Donald Blythe (16 September 1954-) was a United States Representative. He was entrusted by the then-newly-elected President Garrett Walker to lead the administration's push on an education reform bill until its first draft was leaked. He later formed his own progressive caucus within Congress which held goals to keep the party liberal. However, he was eventually appointed Vice-President of the United States by Frank Underwood when he became President.
Biography[]
Donald Blythe was born in 1954, and he joined the US Democratic Party, rising to become their representative for New Hampshire.
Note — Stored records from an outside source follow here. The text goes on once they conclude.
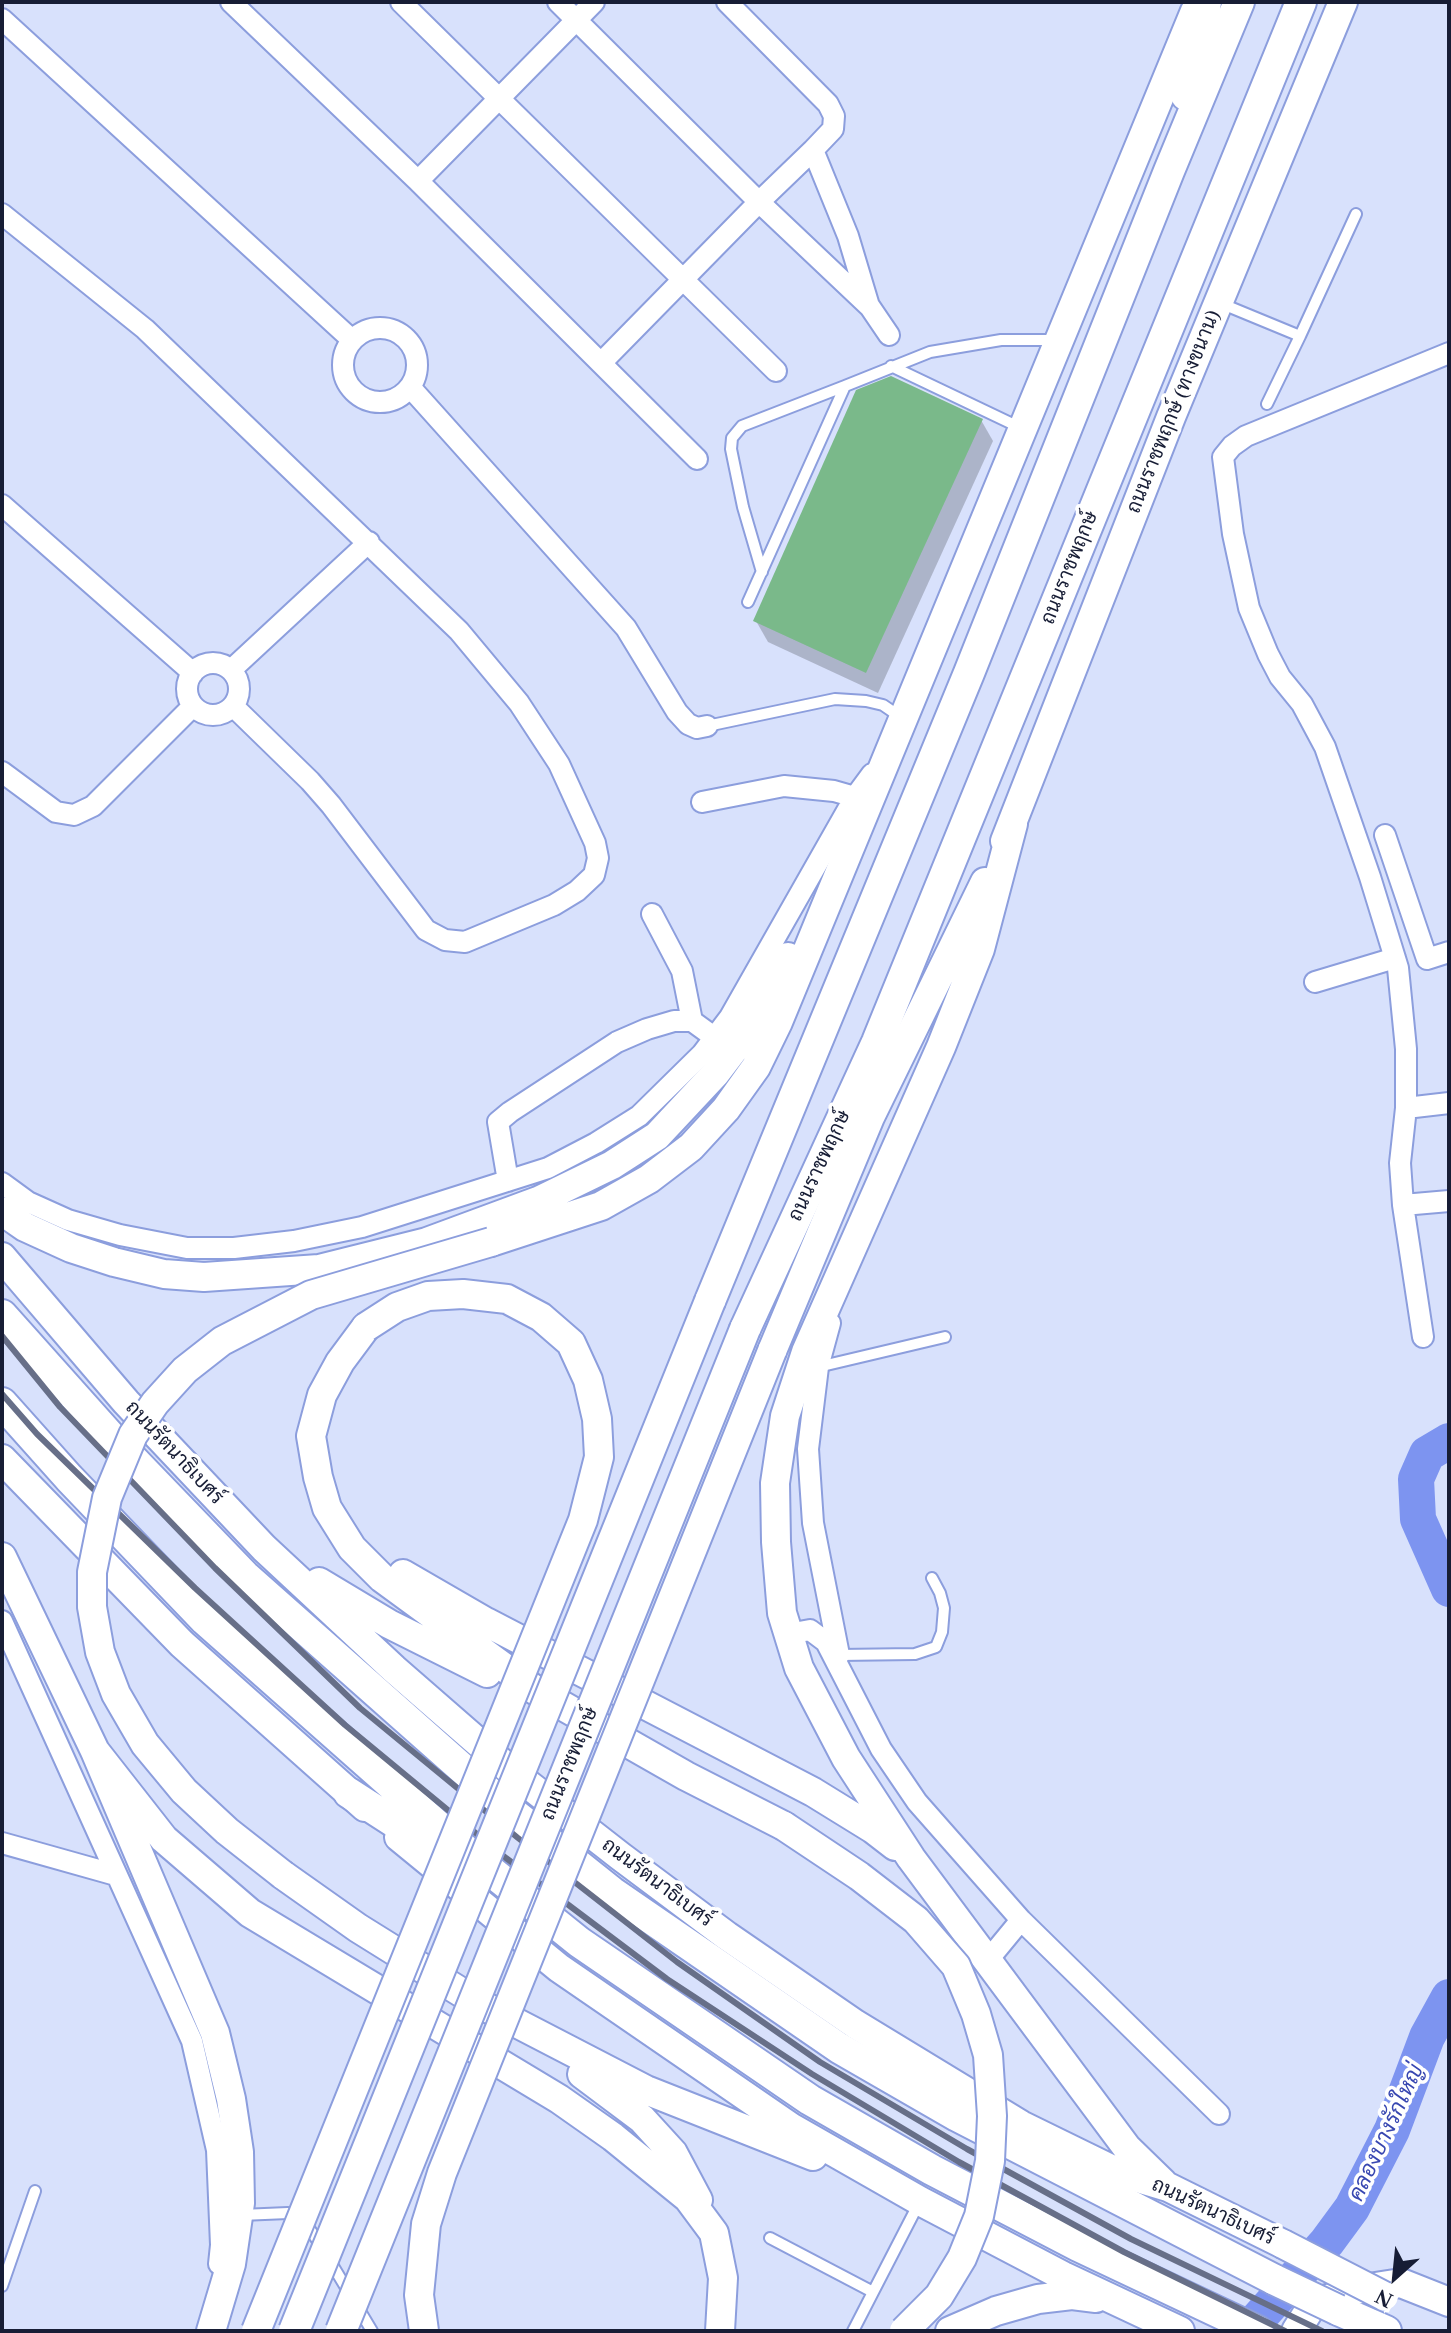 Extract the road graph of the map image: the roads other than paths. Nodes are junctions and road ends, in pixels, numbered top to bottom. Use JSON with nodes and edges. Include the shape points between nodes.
{"nodes":[{"id":1,"x":231,"y":2,"type":"edge"},
{"id":2,"x":401,"y":2,"type":"edge"},
{"id":3,"x":558,"y":2,"type":"edge"},
{"id":4,"x":594,"y":2,"type":"edge"},
{"id":5,"x":727,"y":2,"type":"edge"},
{"id":6,"x":1199,"y":2,"type":"edge"},
{"id":7,"x":1206,"y":2,"type":"edge"},
{"id":8,"x":1239,"y":2,"type":"edge"},
{"id":9,"x":1301,"y":2,"type":"edge"},
{"id":10,"x":1343,"y":2,"type":"edge"},
{"id":11,"x":2,"y":19,"type":"edge"},
{"id":12,"x":577,"y":20,"type":"junction"},
{"id":13,"x":498,"y":99,"type":"junction"},
{"id":14,"x":813,"y":150,"type":"junction"},
{"id":15,"x":1169,"y":171,"type":"junction"},
{"id":16,"x":418,"y":181,"type":"junction"},
{"id":17,"x":759,"y":202,"type":"junction"},
{"id":18,"x":2,"y":214,"type":"edge"},
{"id":19,"x":1356,"y":214,"type":"dead end"},
{"id":20,"x":682,"y":279,"type":"junction"},
{"id":21,"x":1219,"y":302,"type":"junction"},
{"id":22,"x":870,"y":307,"type":"junction"},
{"id":23,"x":889,"y":335,"type":"dead end"},
{"id":24,"x":1300,"y":336,"type":"junction"},
{"id":25,"x":351,"y":339,"type":"junction"},
{"id":26,"x":1059,"y":339,"type":"junction"},
{"id":27,"x":1447,"y":359,"type":"edge"},
{"id":28,"x":601,"y":363,"type":"junction"},
{"id":29,"x":891,"y":366,"type":"junction"},
{"id":30,"x":776,"y":371,"type":"dead end"},
{"id":31,"x":845,"y":386,"type":"junction"},
{"id":32,"x":410,"y":387,"type":"junction"},
{"id":33,"x":1267,"y":404,"type":"dead end"},
{"id":34,"x":1023,"y":428,"type":"junction"},
{"id":35,"x":697,"y":459,"type":"dead end"},
{"id":36,"x":2,"y":505,"type":"edge"},
{"id":37,"x":369,"y":542,"type":"junction"},
{"id":38,"x":762,"y":572,"type":"junction"},
{"id":39,"x":748,"y":602,"type":"dead end"},
{"id":40,"x":231,"y":670,"type":"junction"},
{"id":41,"x":193,"y":673,"type":"junction"},
{"id":42,"x":193,"y":706,"type":"junction"},
{"id":43,"x":233,"y":706,"type":"junction"},
{"id":44,"x":902,"y":718,"type":"junction"},
{"id":45,"x":707,"y":726,"type":"joint"},
{"id":46,"x":2,"y":772,"type":"edge"},
{"id":47,"x":861,"y":800,"type":"junction"},
{"id":48,"x":702,"y":802,"type":"dead end"},
{"id":49,"x":1013,"y":824,"type":"junction"},
{"id":50,"x":1385,"y":835,"type":"dead end"},
{"id":51,"x":652,"y":914,"type":"dead end"},
{"id":52,"x":1449,"y":952,"type":"edge"},
{"id":53,"x":1427,"y":959,"type":"junction"},
{"id":54,"x":1396,"y":963,"type":"junction"},
{"id":55,"x":1315,"y":982,"type":"dead end"},
{"id":56,"x":692,"y":1021,"type":"junction"},
{"id":57,"x":714,"y":1037,"type":"junction"},
{"id":58,"x":1449,"y":1103,"type":"edge"},
{"id":59,"x":1406,"y":1108,"type":"junction"},
{"id":60,"x":508,"y":1181,"type":"junction"},
{"id":61,"x":2,"y":1183,"type":"edge"},
{"id":62,"x":1449,"y":1201,"type":"edge"},
{"id":63,"x":1403,"y":1205,"type":"junction"},
{"id":64,"x":2,"y":1211,"type":"edge"},
{"id":65,"x":858,"y":1232,"type":"junction"},
{"id":66,"x":2,"y":1257,"type":"edge"},
{"id":67,"x":2,"y":1315,"type":"edge"},
{"id":68,"x":945,"y":1337,"type":"dead end"},
{"id":69,"x":1423,"y":1337,"type":"dead end"},
{"id":70,"x":818,"y":1367,"type":"junction"},
{"id":71,"x":2,"y":1403,"type":"edge"},
{"id":72,"x":2,"y":1459,"type":"edge"},
{"id":73,"x":327,"y":1508,"type":"junction"},
{"id":74,"x":264,"y":1548,"type":"junction"},
{"id":75,"x":2,"y":1557,"type":"edge"},
{"id":76,"x":932,"y":1578,"type":"dead end"},
{"id":77,"x":2,"y":1621,"type":"edge"},
{"id":78,"x":788,"y":1634,"type":"junction"},
{"id":79,"x":841,"y":1664,"type":"junction"},
{"id":80,"x":603,"y":1730,"type":"junction"},
{"id":81,"x":95,"y":1751,"type":"junction"},
{"id":82,"x":349,"y":1793,"type":"junction"},
{"id":83,"x":2,"y":1843,"type":"edge"},
{"id":84,"x":911,"y":1858,"type":"junction"},
{"id":85,"x":116,"y":1875,"type":"junction"},
{"id":86,"x":1021,"y":1920,"type":"junction"},
{"id":87,"x":579,"y":1942,"type":"junction"},
{"id":88,"x":988,"y":1960,"type":"junction"},
{"id":89,"x":480,"y":2004,"type":"junction"},
{"id":90,"x":1219,"y":2114,"type":"dead end"},
{"id":91,"x":892,"y":2186,"type":"junction"},
{"id":92,"x":1168,"y":2187,"type":"junction"},
{"id":93,"x":35,"y":2191,"type":"dead end"},
{"id":94,"x":920,"y":2201,"type":"junction"},
{"id":95,"x":238,"y":2216,"type":"junction"},
{"id":96,"x":714,"y":2233,"type":"junction"},
{"id":97,"x":770,"y":2238,"type":"dead end"},
{"id":98,"x":2,"y":2286,"type":"edge"},
{"id":99,"x":873,"y":2292,"type":"junction"},
{"id":100,"x":1113,"y":2299,"type":"junction"},
{"id":101,"x":1449,"y":2302,"type":"edge"},
{"id":102,"x":996,"y":2311,"type":"junction"},
{"id":103,"x":1449,"y":2322,"type":"edge"},
{"id":104,"x":208,"y":2331,"type":"edge"},
{"id":105,"x":256,"y":2331,"type":"edge"},
{"id":106,"x":294,"y":2331,"type":"edge"},
{"id":107,"x":341,"y":2331,"type":"edge"},
{"id":108,"x":372,"y":2331,"type":"edge"},
{"id":109,"x":424,"y":2331,"type":"edge"},
{"id":110,"x":720,"y":2331,"type":"edge"},
{"id":111,"x":853,"y":2331,"type":"edge"},
{"id":112,"x":904,"y":2331,"type":"edge"},
{"id":113,"x":950,"y":2331,"type":"edge"},
{"id":114,"x":974,"y":2331,"type":"edge"},
{"id":115,"x":1180,"y":2331,"type":"edge"},
{"id":116,"x":1258,"y":2331,"type":"edge"},
{"id":117,"x":1296,"y":2331,"type":"edge"},
{"id":118,"x":1386,"y":2331,"type":"edge"}],
"edges":[{"from":1,"to":16,"type":"street"},
{"from":2,"to":13,"type":"street"},
{"from":3,"to":12,"type":"street"},
{"from":4,"to":12,"type":"street"},
{"from":5,"to":14,"type":"street","via":[[828,104],[833,129]]},
{"from":6,"to":26,"type":"main road"},
{"from":7,"to":15,"type":"main road"},
{"from":8,"to":15,"type":"main road"},
{"from":9,"to":107,"type":"main road","name":"ถนนราชพฤกษ์","bridge":true,"via":[[877,1042],[745,1329]]},
{"from":10,"to":21,"type":"main road","name":"ถนนราชพฤกษ์ (ทางขนาน)"},
{"from":11,"to":25,"type":"street"},
{"from":12,"to":13,"type":"street"},
{"from":12,"to":17,"type":"street"},
{"from":13,"to":16,"type":"street"},
{"from":13,"to":20,"type":"street"},
{"from":14,"to":17,"type":"street"},
{"from":14,"to":22,"type":"street"},
{"from":15,"to":106,"type":"main road","bridge":true},
{"from":16,"to":28,"type":"street"},
{"from":17,"to":20,"type":"street"},
{"from":17,"to":22,"type":"street"},
{"from":18,"to":37,"type":"street","via":[[145,329]]},
{"from":19,"to":24,"type":"lane"},
{"from":20,"to":28,"type":"street"},
{"from":20,"to":30,"type":"street"},
{"from":21,"to":24,"type":"lane"},
{"from":21,"to":49,"type":"main road","name":"ถนนราชพฤกษ์ (ทางขนาน)"},
{"from":22,"to":23,"type":"street"},
{"from":24,"to":33,"type":"lane"},
{"from":25,"to":32,"type":"street","via":[[367,329],[386,328],[404,336],[415,351],[417,370]]},
{"from":25,"to":32,"type":"street","via":[[342,357],[343,378],[355,394],[374,403],[394,400]]},
{"from":26,"to":29,"type":"lane","via":[[976,343]]},
{"from":26,"to":34,"type":"main road"},
{"from":27,"to":54,"type":"street","via":[[1246,436],[1223,457],[1249,608],[1274,665],[1325,747]]},
{"from":28,"to":35,"type":"street"},
{"from":29,"to":31,"type":"lane"},
{"from":29,"to":34,"type":"lane"},
{"from":31,"to":38,"type":"lane"},
{"from":31,"to":38,"type":"lane","via":[[742,426],[732,438],[743,507]]},
{"from":32,"to":45,"type":"street","via":[[626,628],[677,712],[688,724]]},
{"from":34,"to":44,"type":"main road"},
{"from":36,"to":41,"type":"street"},
{"from":37,"to":40,"type":"street"},
{"from":37,"to":43,"type":"street","via":[[459,631],[519,703],[559,764],[590,828],[598,858],[594,875],[554,905],[465,942],[445,940],[426,930],[310,781]]},
{"from":38,"to":39,"type":"lane"},
{"from":40,"to":41,"type":"street","via":[[216,663]]},
{"from":40,"to":43,"type":"street","via":[[239,688]]},
{"from":41,"to":42,"type":"street","via":[[187,693]]},
{"from":42,"to":43,"type":"street","via":[[218,715]]},
{"from":42,"to":46,"type":"street","via":[[93,806],[74,815],[56,812]]},
{"from":44,"to":45,"type":"lane","via":[[883,705],[835,699]]},
{"from":44,"to":47,"type":"main road"},
{"from":47,"to":48,"type":"street","via":[[834,791],[784,786]]},
{"from":47,"to":57,"type":"street"},
{"from":47,"to":64,"type":"main road","via":[[767,995],[715,1074],[657,1136],[538,1201],[427,1242],[319,1269],[204,1277],[164,1274],[99,1258],[25,1227]]},
{"from":47,"to":89,"type":"main road","bridge":true,"via":[[778,1022],[756,1067],[691,1147],[613,1199],[548,1225],[311,1295],[222,1341],[155,1403],[133,1435],[107,1498],[97,1535],[92,1607],[100,1652],[116,1694],[145,1744],[184,1791],[283,1875]]},
{"from":49,"to":65,"type":"main road","via":[[980,949]]},
{"from":49,"to":109,"type":"main road","bridge":true,"via":[[870,1117],[442,2173],[426,2224],[419,2295]]},
{"from":50,"to":53,"type":"street"},
{"from":51,"to":56,"type":"street","via":[[682,971]]},
{"from":52,"to":53,"type":"street"},
{"from":53,"to":54,"type":"street"},
{"from":54,"to":55,"type":"street"},
{"from":54,"to":59,"type":"street"},
{"from":56,"to":57,"type":"street"},
{"from":56,"to":60,"type":"street","via":[[674,1021],[617,1042],[498,1122]]},
{"from":57,"to":60,"type":"street","via":[[639,1116],[548,1168]]},
{"from":58,"to":59,"type":"street"},
{"from":59,"to":63,"type":"street","via":[[1400,1163]]},
{"from":60,"to":61,"type":"street","via":[[362,1227],[234,1248],[187,1248],[120,1235],[68,1220]]},
{"from":62,"to":63,"type":"street"},
{"from":63,"to":69,"type":"street"},
{"from":65,"to":70,"type":"street"},
{"from":65,"to":78,"type":"main road","via":[[806,1352],[785,1416],[775,1483],[782,1613]]},
{"from":66,"to":74,"type":"main road","name":"ถนนรัตนาธิเบศร์","via":[[126,1402]]},
{"from":67,"to":118,"type":"main road","name":"ถนนรัตนาธิเบศร์","bridge":true,"via":[[245,1576],[508,1809],[612,1892],[839,2048],[957,2116],[1275,2280]]},
{"from":68,"to":70,"type":"lane"},
{"from":70,"to":79,"type":"street","via":[[808,1449],[813,1523]]},
{"from":71,"to":87,"type":"main road","via":[[205,1620],[461,1846]]},
{"from":72,"to":82,"type":"main road","via":[[182,1644]]},
{"from":73,"to":80,"type":"main road","via":[[352,1548],[382,1578],[535,1690]]},
{"from":73,"to":84,"type":"main road","via":[[411,1580],[813,1792]]},
{"from":73,"to":105,"type":"main road","bridge":true,"via":[[311,1436],[322,1395],[366,1327],[397,1307],[428,1296],[507,1299],[541,1317],[571,1343],[588,1380],[597,1419],[599,1457],[583,1520]]},
{"from":74,"to":80,"type":"main road","via":[[389,1624]]},
{"from":74,"to":92,"type":"main road","name":"ถนนรัตนาธิเบศร์","via":[[511,1771],[727,1936],[855,2024],[1021,2125],[1115,2171]]},
{"from":75,"to":81,"type":"main road"},
{"from":76,"to":79,"type":"lane","via":[[944,1608],[936,1647]]},
{"from":77,"to":85,"type":"street"},
{"from":78,"to":79,"type":"street","via":[[810,1630]]},
{"from":78,"to":84,"type":"main road","via":[[799,1668],[846,1758]]},
{"from":79,"to":86,"type":"street","via":[[881,1749],[917,1802]]},
{"from":80,"to":112,"type":"main road","bridge":true,"via":[[784,1826],[859,1876],[916,1920],[956,1966],[988,2055],[990,2161],[979,2216],[962,2258],[939,2296]]},
{"from":81,"to":95,"type":"main road","via":[[215,2033],[239,2152]]},
{"from":81,"to":96,"type":"main road","via":[[164,1839],[250,1913],[559,2099],[672,2184]]},
{"from":82,"to":87,"type":"main road"},
{"from":82,"to":91,"type":"main road","via":[[559,1968],[792,2128]]},
{"from":83,"to":85,"type":"street"},
{"from":84,"to":88,"type":"main road"},
{"from":85,"to":104,"type":"street","via":[[192,2041],[217,2150],[221,2245]]},
{"from":86,"to":88,"type":"street"},
{"from":86,"to":90,"type":"street"},
{"from":87,"to":116,"type":"main road","via":[[823,2108],[1078,2246]]},
{"from":88,"to":92,"type":"main road","via":[[1127,2148]]},
{"from":89,"to":91,"type":"main road","via":[[646,2090]]},
{"from":89,"to":96,"type":"main road","via":[[642,2119],[673,2153]]},
{"from":91,"to":94,"type":"main road"},
{"from":92,"to":103,"type":"main road","name":"ถนนรัตนาธิเบศร์","bridge":true,"via":[[1384,2296]]},
{"from":93,"to":98,"type":"lane"},
{"from":94,"to":99,"type":"lane"},
{"from":94,"to":100,"type":"main road"},
{"from":95,"to":104,"type":"main road","via":[[231,2264]]},
{"from":95,"to":108,"type":"lane","via":[[288,2213],[306,2224]]},
{"from":96,"to":110,"type":"main road","via":[[723,2278]]},
{"from":97,"to":99,"type":"lane"},
{"from":99,"to":111,"type":"lane"},
{"from":100,"to":102,"type":"main road","via":[[1072,2295]]},
{"from":100,"to":115,"type":"main road"},
{"from":101,"to":117,"type":"main road","via":[[1401,2283],[1356,2290],[1321,2301]]},
{"from":102,"to":113,"type":"main road"},
{"from":102,"to":114,"type":"street"}]}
He was respected and served in the House of Representatives for several years, and President Garrett Walker looked to him to assist in forming his administrations policy on education. Blythe's focus was on education for much of his career, but he was a classic tax-and-spend Democrat and a way-left-of-center liberal. In January 2013 he came up with an education reform bill that was described as being "one step left of Karl Marx's ideas" and Congressman Frank Underwood pretended to shred it up when Blythe presented it to him; Underwood had been entrusted with overseeing Blythe by Chief-of-Staff Linda Vasquez. However, Underwood secretly kept the bill and gave it to his newspaper contact Zoe Barnes, telling her to publish it to engineer Blythe's bow out of the limelight. The bill was published by the Washington Herald, and its far-left ideas caused controversy against Blythe. At the same time as the bill's release, Underwood secretly had a group of six young men develop a new bill. Blythe, unaware of Underwood's involvement in the leak of the newspaper, decided to shift the responsibility to Underwood rather than make others take the fall for him. When interviewed by the media, he said that he would leave the bill in Underwood's capable hands.